Saved data entries:
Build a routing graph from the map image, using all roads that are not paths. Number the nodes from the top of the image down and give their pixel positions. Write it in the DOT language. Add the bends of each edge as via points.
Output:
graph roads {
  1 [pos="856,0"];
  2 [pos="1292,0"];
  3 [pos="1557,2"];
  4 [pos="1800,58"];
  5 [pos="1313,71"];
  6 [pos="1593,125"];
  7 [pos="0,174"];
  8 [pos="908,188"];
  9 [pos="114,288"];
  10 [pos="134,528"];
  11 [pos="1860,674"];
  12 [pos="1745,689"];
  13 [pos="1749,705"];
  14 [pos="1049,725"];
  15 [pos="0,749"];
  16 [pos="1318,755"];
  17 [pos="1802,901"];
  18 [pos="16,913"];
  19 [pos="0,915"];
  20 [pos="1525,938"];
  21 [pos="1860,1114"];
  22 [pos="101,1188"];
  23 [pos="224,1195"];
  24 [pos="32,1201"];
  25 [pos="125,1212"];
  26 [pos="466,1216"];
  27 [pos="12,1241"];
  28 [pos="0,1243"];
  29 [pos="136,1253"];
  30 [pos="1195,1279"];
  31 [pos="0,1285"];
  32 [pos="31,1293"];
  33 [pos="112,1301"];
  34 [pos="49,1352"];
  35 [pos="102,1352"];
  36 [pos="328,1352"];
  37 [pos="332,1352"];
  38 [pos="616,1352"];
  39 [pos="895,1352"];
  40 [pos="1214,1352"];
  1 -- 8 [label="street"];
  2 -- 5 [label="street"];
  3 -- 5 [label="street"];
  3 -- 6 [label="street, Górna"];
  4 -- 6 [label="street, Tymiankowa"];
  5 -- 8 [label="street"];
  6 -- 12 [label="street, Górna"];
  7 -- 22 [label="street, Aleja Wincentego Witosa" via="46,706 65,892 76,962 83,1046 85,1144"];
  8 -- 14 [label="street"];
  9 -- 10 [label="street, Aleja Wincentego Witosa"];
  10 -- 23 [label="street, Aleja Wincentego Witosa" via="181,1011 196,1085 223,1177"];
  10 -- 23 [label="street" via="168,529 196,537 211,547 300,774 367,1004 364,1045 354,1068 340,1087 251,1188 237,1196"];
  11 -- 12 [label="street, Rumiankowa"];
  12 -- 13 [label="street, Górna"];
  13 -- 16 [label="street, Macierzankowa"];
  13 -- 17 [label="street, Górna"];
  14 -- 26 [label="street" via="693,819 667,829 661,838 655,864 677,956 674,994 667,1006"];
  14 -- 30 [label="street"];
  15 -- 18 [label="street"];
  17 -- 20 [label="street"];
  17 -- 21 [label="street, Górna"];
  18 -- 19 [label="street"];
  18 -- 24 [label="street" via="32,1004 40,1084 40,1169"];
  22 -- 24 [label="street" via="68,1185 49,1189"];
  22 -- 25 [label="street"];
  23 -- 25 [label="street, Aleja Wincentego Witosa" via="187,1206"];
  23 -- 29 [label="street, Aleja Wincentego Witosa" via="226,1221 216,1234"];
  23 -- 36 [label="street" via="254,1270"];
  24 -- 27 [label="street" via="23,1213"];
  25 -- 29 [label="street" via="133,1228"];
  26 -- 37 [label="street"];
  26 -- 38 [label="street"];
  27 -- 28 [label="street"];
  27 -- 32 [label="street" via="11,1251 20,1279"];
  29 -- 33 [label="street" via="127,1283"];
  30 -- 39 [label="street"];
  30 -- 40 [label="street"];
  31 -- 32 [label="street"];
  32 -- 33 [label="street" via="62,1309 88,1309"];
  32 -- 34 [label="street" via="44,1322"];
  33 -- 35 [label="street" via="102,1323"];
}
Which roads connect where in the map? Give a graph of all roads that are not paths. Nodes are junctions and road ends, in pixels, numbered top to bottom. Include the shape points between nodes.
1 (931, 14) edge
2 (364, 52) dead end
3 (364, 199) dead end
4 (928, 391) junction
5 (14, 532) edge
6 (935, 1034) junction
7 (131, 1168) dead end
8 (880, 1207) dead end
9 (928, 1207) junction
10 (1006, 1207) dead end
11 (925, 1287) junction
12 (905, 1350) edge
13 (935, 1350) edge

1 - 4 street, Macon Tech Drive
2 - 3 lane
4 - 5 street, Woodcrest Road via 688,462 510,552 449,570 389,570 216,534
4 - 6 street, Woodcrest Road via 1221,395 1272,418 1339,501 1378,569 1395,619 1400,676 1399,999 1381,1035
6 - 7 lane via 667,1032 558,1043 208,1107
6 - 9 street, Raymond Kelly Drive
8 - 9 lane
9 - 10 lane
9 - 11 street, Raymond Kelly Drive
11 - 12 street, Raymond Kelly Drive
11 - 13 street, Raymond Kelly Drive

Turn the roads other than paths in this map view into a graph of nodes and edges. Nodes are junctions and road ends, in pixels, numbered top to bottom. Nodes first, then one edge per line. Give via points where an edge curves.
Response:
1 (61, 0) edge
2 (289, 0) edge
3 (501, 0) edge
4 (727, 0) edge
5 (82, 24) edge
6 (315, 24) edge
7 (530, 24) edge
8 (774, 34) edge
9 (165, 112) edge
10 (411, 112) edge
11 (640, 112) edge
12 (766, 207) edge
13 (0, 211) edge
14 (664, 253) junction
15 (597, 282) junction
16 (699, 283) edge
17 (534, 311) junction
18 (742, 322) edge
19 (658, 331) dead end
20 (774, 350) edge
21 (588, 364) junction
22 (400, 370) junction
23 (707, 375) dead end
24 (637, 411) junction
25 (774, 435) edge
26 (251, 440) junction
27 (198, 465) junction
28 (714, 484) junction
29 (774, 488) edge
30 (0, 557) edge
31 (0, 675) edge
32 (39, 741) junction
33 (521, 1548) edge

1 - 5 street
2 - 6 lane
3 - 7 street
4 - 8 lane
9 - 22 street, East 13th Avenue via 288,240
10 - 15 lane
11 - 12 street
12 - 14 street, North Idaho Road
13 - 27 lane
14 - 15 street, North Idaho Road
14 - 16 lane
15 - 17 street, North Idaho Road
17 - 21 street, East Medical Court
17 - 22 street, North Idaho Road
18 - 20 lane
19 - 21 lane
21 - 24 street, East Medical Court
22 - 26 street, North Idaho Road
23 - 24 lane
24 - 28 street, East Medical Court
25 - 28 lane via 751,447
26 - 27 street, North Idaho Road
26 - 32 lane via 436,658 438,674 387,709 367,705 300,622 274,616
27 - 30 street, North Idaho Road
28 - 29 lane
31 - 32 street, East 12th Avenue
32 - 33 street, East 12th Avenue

**Task details:** May I have the entries returned exactly, with every line in place?

**Written reply:**
Build a routing graph from the map image, using all roads that are not paths. Number the nodes from the top of the image down and give their pixel positions. Write it in the DOT language. Add the bends of each edge as via points.
Output:
graph roads {
  1 [pos="856,0"];
  2 [pos="1292,0"];
  3 [pos="1557,2"];
  4 [pos="1800,58"];
  5 [pos="1313,71"];
  6 [pos="1593,125"];
  7 [pos="0,174"];
  8 [pos="908,188"];
  9 [pos="114,288"];
  10 [pos="134,528"];
  11 [pos="1860,674"];
  12 [pos="1745,689"];
  13 [pos="1749,705"];
  14 [pos="1049,725"];
  15 [pos="0,749"];
  16 [pos="1318,755"];
  17 [pos="1802,901"];
  18 [pos="16,913"];
  19 [pos="0,915"];
  20 [pos="1525,938"];
  21 [pos="1860,1114"];
  22 [pos="101,1188"];
  23 [pos="224,1195"];
  24 [pos="32,1201"];
  25 [pos="125,1212"];
  26 [pos="466,1216"];
  27 [pos="12,1241"];
  28 [pos="0,1243"];
  29 [pos="136,1253"];
  30 [pos="1195,1279"];
  31 [pos="0,1285"];
  32 [pos="31,1293"];
  33 [pos="112,1301"];
  34 [pos="49,1352"];
  35 [pos="102,1352"];
  36 [pos="328,1352"];
  37 [pos="332,1352"];
  38 [pos="616,1352"];
  39 [pos="895,1352"];
  40 [pos="1214,1352"];
  1 -- 8 [label="street"];
  2 -- 5 [label="street"];
  3 -- 5 [label="street"];
  3 -- 6 [label="street, Górna"];
  4 -- 6 [label="street, Tymiankowa"];
  5 -- 8 [label="street"];
  6 -- 12 [label="street, Górna"];
  7 -- 22 [label="street, Aleja Wincentego Witosa" via="46,706 65,892 76,962 83,1046 85,1144"];
  8 -- 14 [label="street"];
  9 -- 10 [label="street, Aleja Wincentego Witosa"];
  10 -- 23 [label="street, Aleja Wincentego Witosa" via="181,1011 196,1085 223,1177"];
  10 -- 23 [label="street" via="168,529 196,537 211,547 300,774 367,1004 364,1045 354,1068 340,1087 251,1188 237,1196"];
  11 -- 12 [label="street, Rumiankowa"];
  12 -- 13 [label="street, Górna"];
  13 -- 16 [label="street, Macierzankowa"];
  13 -- 17 [label="street, Górna"];
  14 -- 26 [label="street" via="693,819 667,829 661,838 655,864 677,956 674,994 667,1006"];
  14 -- 30 [label="street"];
  15 -- 18 [label="street"];
  17 -- 20 [label="street"];
  17 -- 21 [label="street, Górna"];
  18 -- 19 [label="street"];
  18 -- 24 [label="street" via="32,1004 40,1084 40,1169"];
  22 -- 24 [label="street" via="68,1185 49,1189"];
  22 -- 25 [label="street"];
  23 -- 25 [label="street, Aleja Wincentego Witosa" via="187,1206"];
  23 -- 29 [label="street, Aleja Wincentego Witosa" via="226,1221 216,1234"];
  23 -- 36 [label="street" via="254,1270"];
  24 -- 27 [label="street" via="23,1213"];
  25 -- 29 [label="street" via="133,1228"];
  26 -- 37 [label="street"];
  26 -- 38 [label="street"];
  27 -- 28 [label="street"];
  27 -- 32 [label="street" via="11,1251 20,1279"];
  29 -- 33 [label="street" via="127,1283"];
  30 -- 39 [label="street"];
  30 -- 40 [label="street"];
  31 -- 32 [label="street"];
  32 -- 33 [label="street" via="62,1309 88,1309"];
  32 -- 34 [label="street" via="44,1322"];
  33 -- 35 [label="street" via="102,1323"];
}
Which roads connect where in the map? Give a graph of all roads that are not paths. Nodes are junctions and road ends, in pixels, numbered top to bottom. Include the shape points between nodes.
1 (931, 14) edge
2 (364, 52) dead end
3 (364, 199) dead end
4 (928, 391) junction
5 (14, 532) edge
6 (935, 1034) junction
7 (131, 1168) dead end
8 (880, 1207) dead end
9 (928, 1207) junction
10 (1006, 1207) dead end
11 (925, 1287) junction
12 (905, 1350) edge
13 (935, 1350) edge

1 - 4 street, Macon Tech Drive
2 - 3 lane
4 - 5 street, Woodcrest Road via 688,462 510,552 449,570 389,570 216,534
4 - 6 street, Woodcrest Road via 1221,395 1272,418 1339,501 1378,569 1395,619 1400,676 1399,999 1381,1035
6 - 7 lane via 667,1032 558,1043 208,1107
6 - 9 street, Raymond Kelly Drive
8 - 9 lane
9 - 10 lane
9 - 11 street, Raymond Kelly Drive
11 - 12 street, Raymond Kelly Drive
11 - 13 street, Raymond Kelly Drive

Turn the roads other than paths in this map view into a graph of nodes and edges. Nodes are junctions and road ends, in pixels, numbered top to bottom. Nodes first, then one edge per line. Give via points where an edge curves.
Response:
1 (61, 0) edge
2 (289, 0) edge
3 (501, 0) edge
4 (727, 0) edge
5 (82, 24) edge
6 (315, 24) edge
7 (530, 24) edge
8 (774, 34) edge
9 (165, 112) edge
10 (411, 112) edge
11 (640, 112) edge
12 (766, 207) edge
13 (0, 211) edge
14 (664, 253) junction
15 (597, 282) junction
16 (699, 283) edge
17 (534, 311) junction
18 (742, 322) edge
19 (658, 331) dead end
20 (774, 350) edge
21 (588, 364) junction
22 (400, 370) junction
23 (707, 375) dead end
24 (637, 411) junction
25 (774, 435) edge
26 (251, 440) junction
27 (198, 465) junction
28 (714, 484) junction
29 (774, 488) edge
30 (0, 557) edge
31 (0, 675) edge
32 (39, 741) junction
33 (521, 1548) edge

1 - 5 street
2 - 6 lane
3 - 7 street
4 - 8 lane
9 - 22 street, East 13th Avenue via 288,240
10 - 15 lane
11 - 12 street
12 - 14 street, North Idaho Road
13 - 27 lane
14 - 15 street, North Idaho Road
14 - 16 lane
15 - 17 street, North Idaho Road
17 - 21 street, East Medical Court
17 - 22 street, North Idaho Road
18 - 20 lane
19 - 21 lane
21 - 24 street, East Medical Court
22 - 26 street, North Idaho Road
23 - 24 lane
24 - 28 street, East Medical Court
25 - 28 lane via 751,447
26 - 27 street, North Idaho Road
26 - 32 lane via 436,658 438,674 387,709 367,705 300,622 274,616
27 - 30 street, North Idaho Road
28 - 29 lane
31 - 32 street, East 12th Avenue
32 - 33 street, East 12th Avenue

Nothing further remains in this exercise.